Songs for the Broken Hearted
Mike Newmark | Tarzana, CA United States | 11/09/2008
(5 out of 5 stars)

"Over a 15-year career that has outlived nearly all their space-rock peers, Dearborn, Michigan-based ambient duo Windy & Carl have built their music around three constants: universality, honesty, and beauty. Their albums go for big, overarching concepts that reflect some part of the world and the way in which we experience it. Depths, for instance, is about submitting oneself to the forces of nature, as depicted vividly on its cover, and Consciousness is a serene ode to the pleasures of being sentient. But rather than simply work in grand gestures, Windy & Carl make the universal personal and the personal universal, gazing outward for inspiration and recording how it makes them feel in a way that makes sense to us. Their 2005 EP Dedications to Flea may revolve singularly around the passing of the married couple's beloved pet dog, but the mournful guitar drones and field recordings of Flea go straight to the heart of anyone who has ever lost someone close.



The duo's honesty, however underappreciated, elevates the music even higher, resulting in a catalogue that sounds as though it doesn't contain an insincere bone in its body. Recent albums have arrived with poignant and elaborate statements about their reasons for creation; the liner notes to Dedications to Flea, for example, touchingly recalled the life and times of their dog in a staggering amount of detail. Now we have Songs for the Broken Hearted, and it's seemingly no less purposeful. On the band's official website, Windy begins her explanation of the new release with, "This is an album about love." And then she lays it bare: how she went through a "dark time" during recording (which started on the same weekend she began her murky solo album, I Hate People) and left the tapes off the reels to rot until Carl rescued them, how the songs consistently made her cry before she could even write the lyrics, how the album shifted from straight-up sadness to an aural documentation of the way love works, in its high peaks and low, low valleys. As the duo's discography has taken on an increasingly elegiac tone, the idea of an album with heartbreak as a central motif fits snugly into their trajectory.



And it is about heartbreak--far more so, I think, than it is about love in the simplistic Valentine's Day sense. Windy & Carl understand that to make an album personal is to make it real, and the instances of love in Songs for the Broken Hearted are beset by the unmistakable tension of knowing that everything could fall apart in an instant. Leadoff track "Btwn You + Me" reflects this state of being. Multiple lines of guitar ambience--some becalmed, some ominous--blend into an emotionally ambiguous cloud as Windy whispers something into our ear that's below our level of comprehension. Before we can figure out whether the words she just told us were good or bad, "La Douleur" ("The Pain") does the job for her: It's over ten minutes of dolorous catharsis, with a high-pitched guitar wailing into the void. "My Love", the track following, is the calm after the storm.
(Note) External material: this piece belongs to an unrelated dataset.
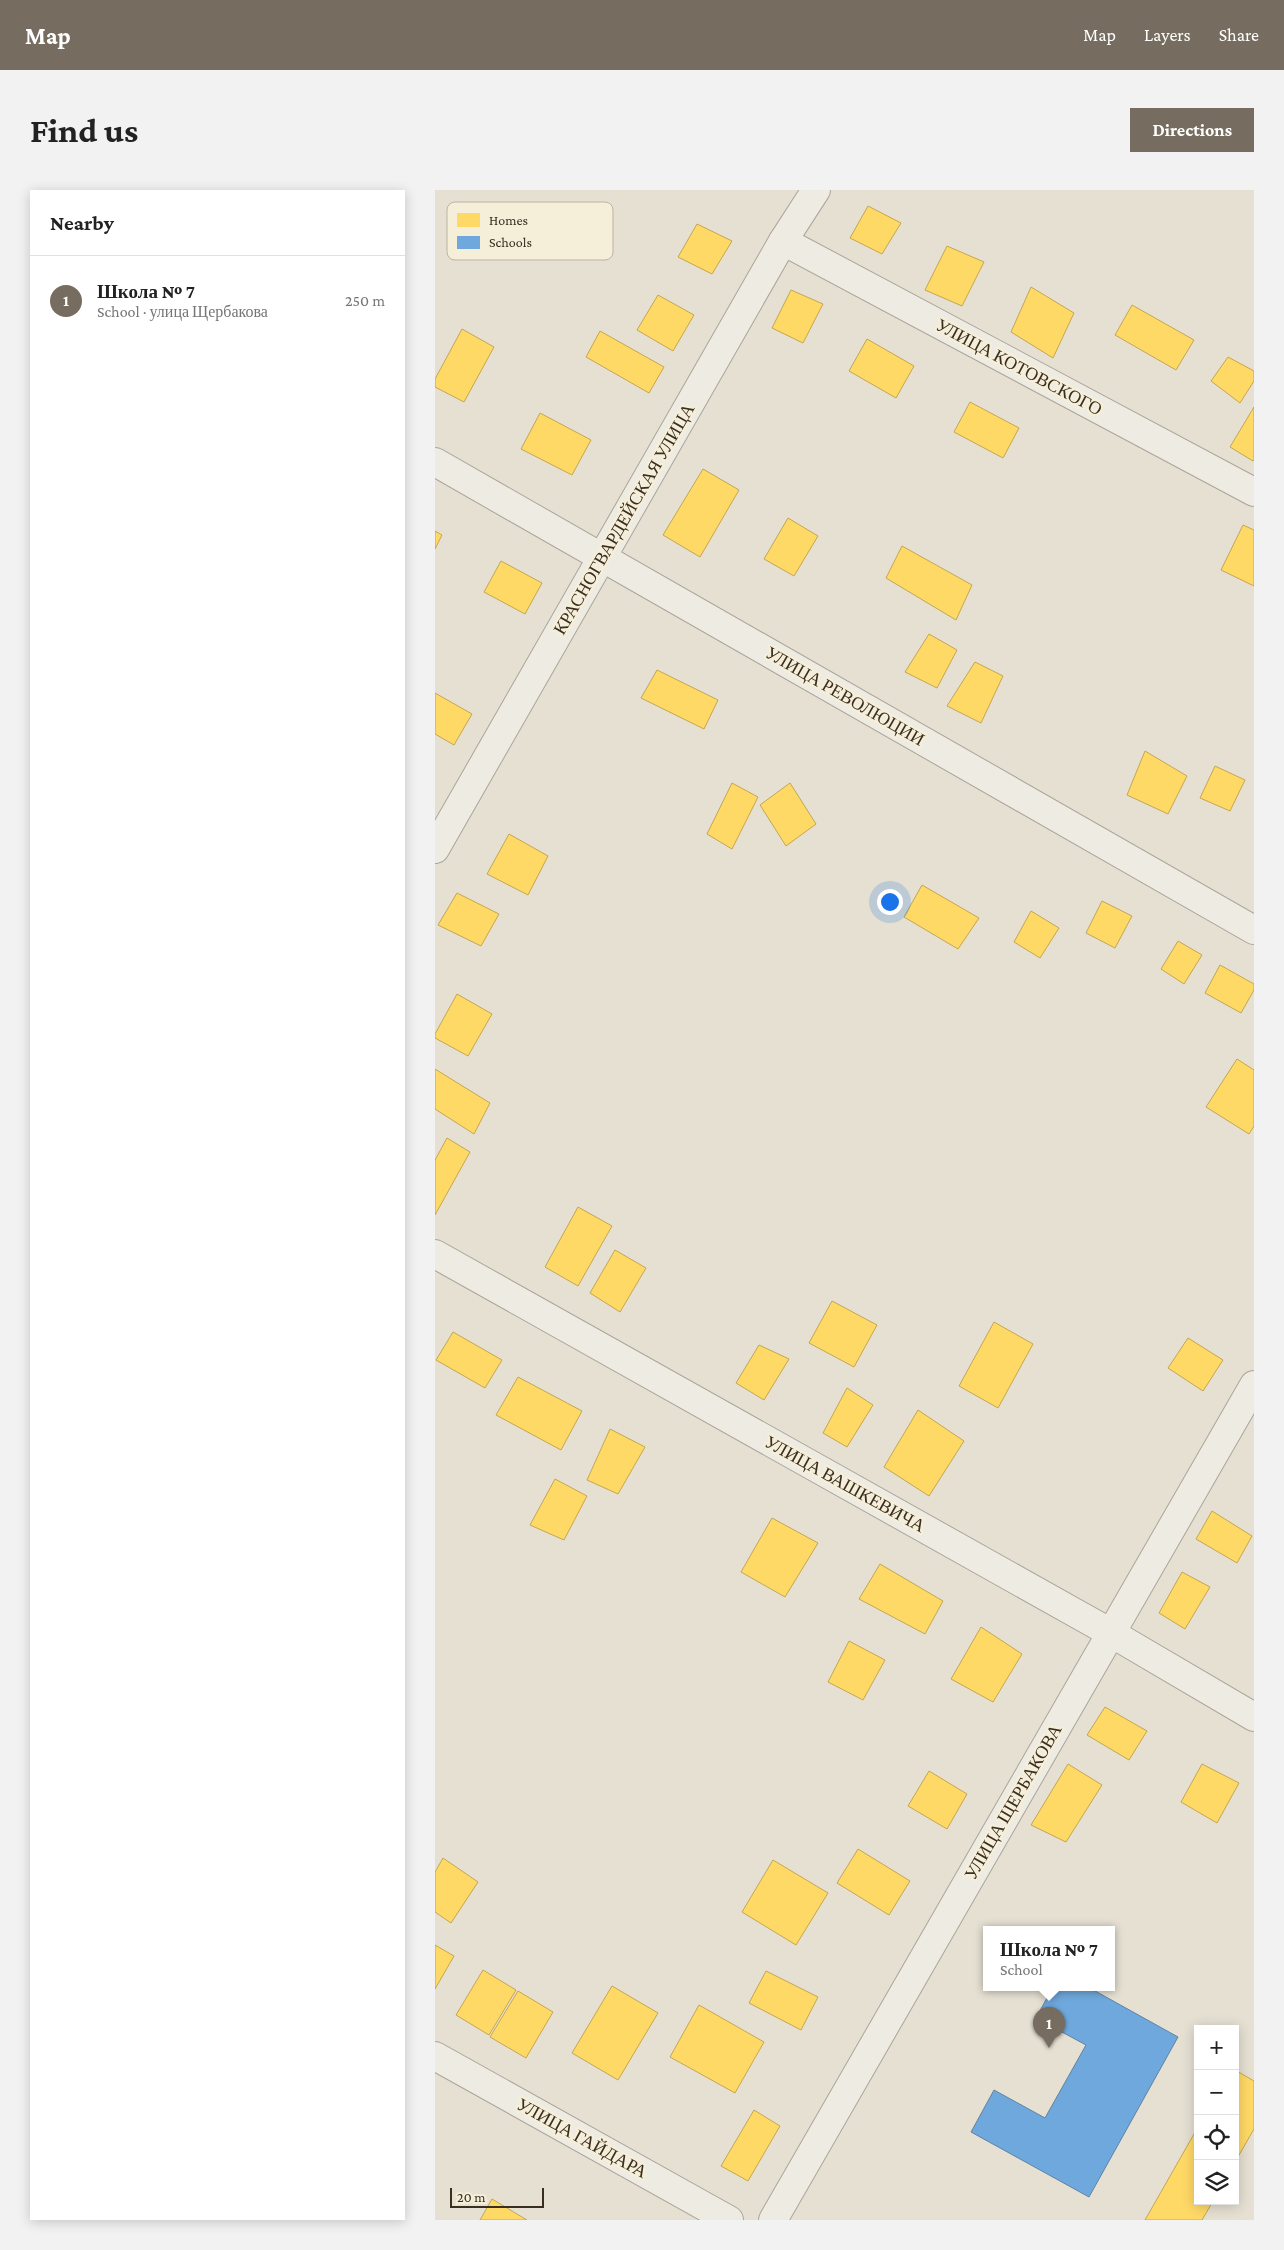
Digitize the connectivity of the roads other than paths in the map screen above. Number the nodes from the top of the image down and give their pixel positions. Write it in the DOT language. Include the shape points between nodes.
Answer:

It has the feel of black satin, of love enshrouded by an almost gothic mysteriousness, and though it was released as a single earlier in 2008 it works incredibly well in this context.



Just about any of these tracks could have been singles, really, in that they're superlative examples of the form, but what makes Songs for the Broken Hearted stand out in Windy & Carl's discography is its impeccable pacing. There are thickly layered ambient suites ("When We Were"), Flying Saucer Attack-style space-rock ballads ("Forever"), and happy mediums between the two ("Snow Covers Everything"), clocking in at runtimes from two-and-a-half minutes to almost 13. The path they follow has been clearly plotted out, the way Tim Hecker might have done it, for maximum impact. When the album's only joyous moment arrives ("Snow Covers Everything") eight tracks in, it seems to serve as a reward for enduring the rest of the album's emotional upheaval. The song's peaceful guitars wrap around the ears like a warm blanket, while wind chimes and glockenspiel emulate falling snowflakes and Windy sings in a voice that's uncommonly clear and--possibly for the first time in the duo's history--free. Yet its title and strange placement within the sequence suggest an impermanent coating; when the ice melts we're left with, quite literally, "The Same Moon and Stars", a track that contains the same conflicted emotional mixture as the one on the record's other end.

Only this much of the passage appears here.